Time to repeal law that bans public dancing

A bar in New York City.
A bar in New York City. Photo Credit: Getty Images / Nick Laham

Andrew Muchmore always wanted to open a bar, but he says he went the “safe route” and went to law school first. While working as a lawyer he opened Muchmore’s in 2012, a Williamsburg spot with a cookie jar next to the drafts and a good performance space. Everything was going well until his two professions collided.

Muchmore’s received a citation for violating the city’s cabaret law in 2013, a very strange but real piece of legislation that prohibits dancing without a license — for the establishment, that is, and it’s an onerous process to get one. Only a tiny proportion of city establishments have done so — currently 93 — meaning your cha-cha could have violated the law for your favorite after-hours spot over the weekend.

Muchmore is one in a long line of people to have complained about this law, but now there may be movement on various fronts, including the federal court case that Muchmore filed to protest the law in 2014.

Mayor Bill de Blasio has recently taken an interest in nightlife-as-jobs-creator, announcing a forthcoming “nightlife ambassador” last week. And on Monday, there will be a hearing on the law to be conducted by City Councilmember Rafael Espinal, who has supported repealing it.

Do you have a license for your swaying?

When the original law was passed in 1926, it was even more restrictive. “It prohibited instruments used in jazz without a license–including wind, brass and percussion instruments.” 

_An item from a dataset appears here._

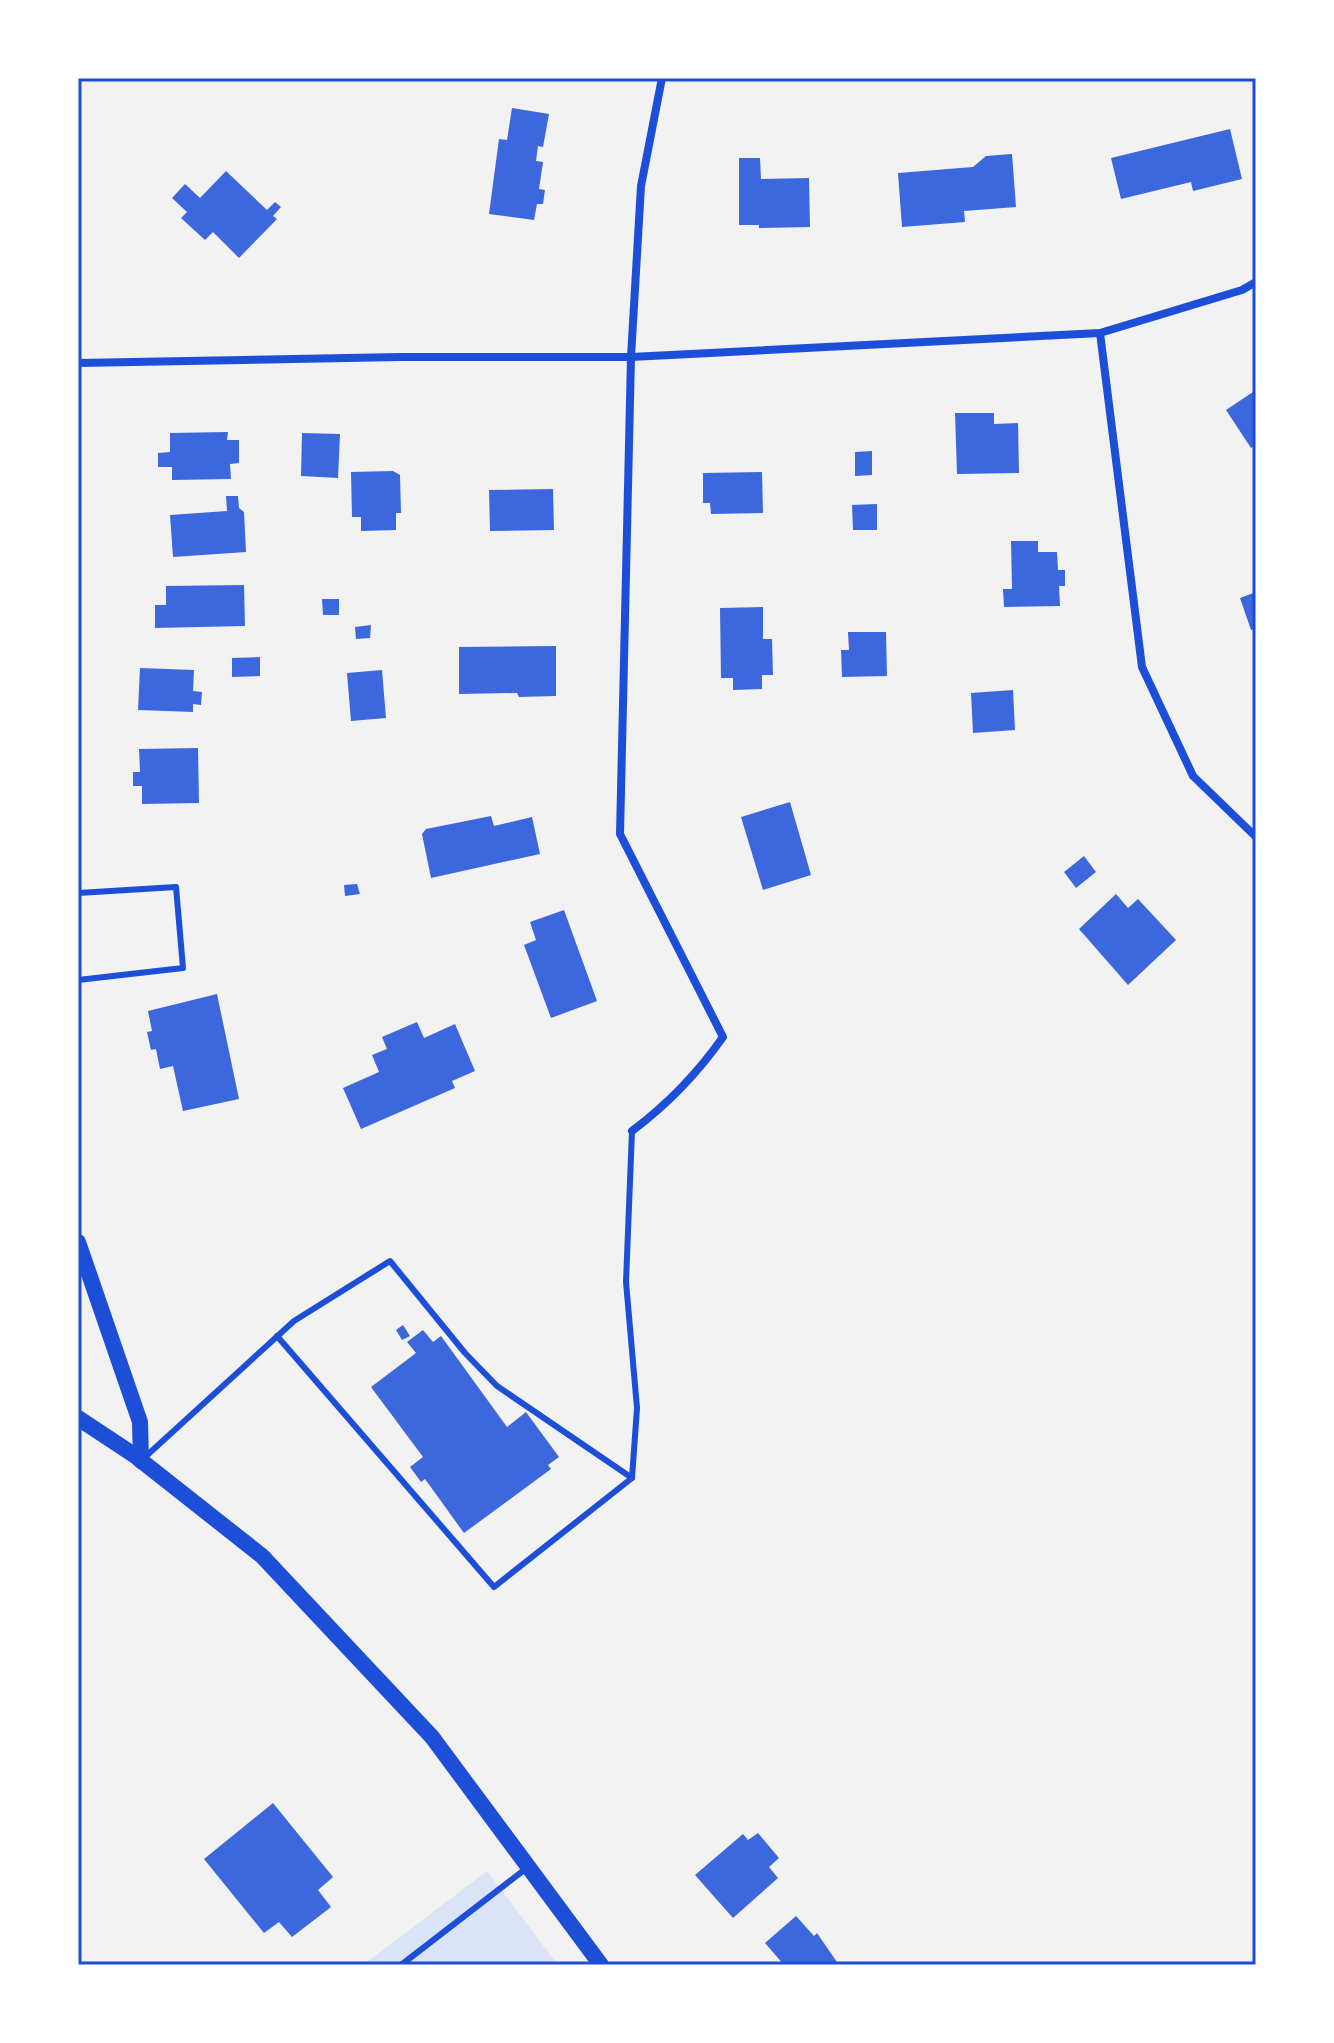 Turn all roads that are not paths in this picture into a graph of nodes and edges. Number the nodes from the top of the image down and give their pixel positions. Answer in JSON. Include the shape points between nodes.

This was during the Harlem Renaissance and the birth of jazz, which, you might note, requires brass instruments. Brass players were legally stifled.

The Board of Alderman’s recommendation for the law also gives a clue to who exactly the aldermen were trying to exclude: “In the judgment of your Committee, the ‘wild’ stranger and the foolish native should have the check-rein applied a little bit. . . . Your Committee believes that these ‘wild’ people should not be tumbling out of these resorts at six or seven o’clock in the morning to the scandal and annoyance of decent residents on their way to daily employment.”

In the years since, the law has been tweaked and challenged on various fronts. The instrument ban fell in the 1980s due to court action. A 2006 case sought to declare the whole law unconstitutional, and while a state court declined to do so, the final sentences of the judge’s decision expressed exasperation: “The City can take the lead by finding a way to accommodate more opportunities for participatory social dancing. Surely, the Big Apple is big enough to find a way to let people dance.”

Not yet, apparently. But de Blasio’s announcement of a “nightlife ambassador” nearly identical to one that Espinal has been pushing for might signal an interest in adding dancing venues as opposed to subtracting. It was part of de Blasio’s much-awaited jobs plan, and the projected senior-level administration official would be tasked with supporting the city’s nightlife industry. Perhaps this indicates city leaders will someday be more willing to let the boroughs groove.

Let’s dance (if the legislative process works out)

Until then, bars are at the mercy of being ticketed and tattled on with the help of the outdated legislation. That’s what happened to Muchmore’s in 2013 — the bar was hosting a rock show that night, and maybe the neighbors didn’t like the vibe because someone called in a noise complaint. “Plus, Muchmore got a strange ticket violating the cabaret law for what he believes was “swaying” on the premises.”

Muchmore says he had somewhat gleefully hoped to ask the officer who wrote out the ticket to portray in court what exactly it was that the cop saw on the premises that night. The jitterbug, maybe? The funky chicken?

The ticket ultimately went nowhere, but Muchmore brought a challenge to the cabaret law on constitutional grounds so that he wouldn’t have to worry about being in violation again. (Also, he says, he was looking to expand his law practice from mainly commercial law into some constitutional.)

The bar-owner/barrister says the current law makes it easy for places to be shut down just because the music or clientele don’t fit in with the community. Noise complaints or fire code violations are still valid, of course, and on the books. But the vagueness of the cabaret law can lead to easy harassment of venues.

For Muchmore’s, the law has meant more of the kinds of shows that wouldn’t induce one to dance in an obvious way: rock or folk music, for example.

Its repeal might pave the way for more “danceable music,” Muchmore says: perhaps electronic DJs, or example, or late-night dance parties.

That might be the kind of “wild” that has always made NYC what it is, aldermen aside.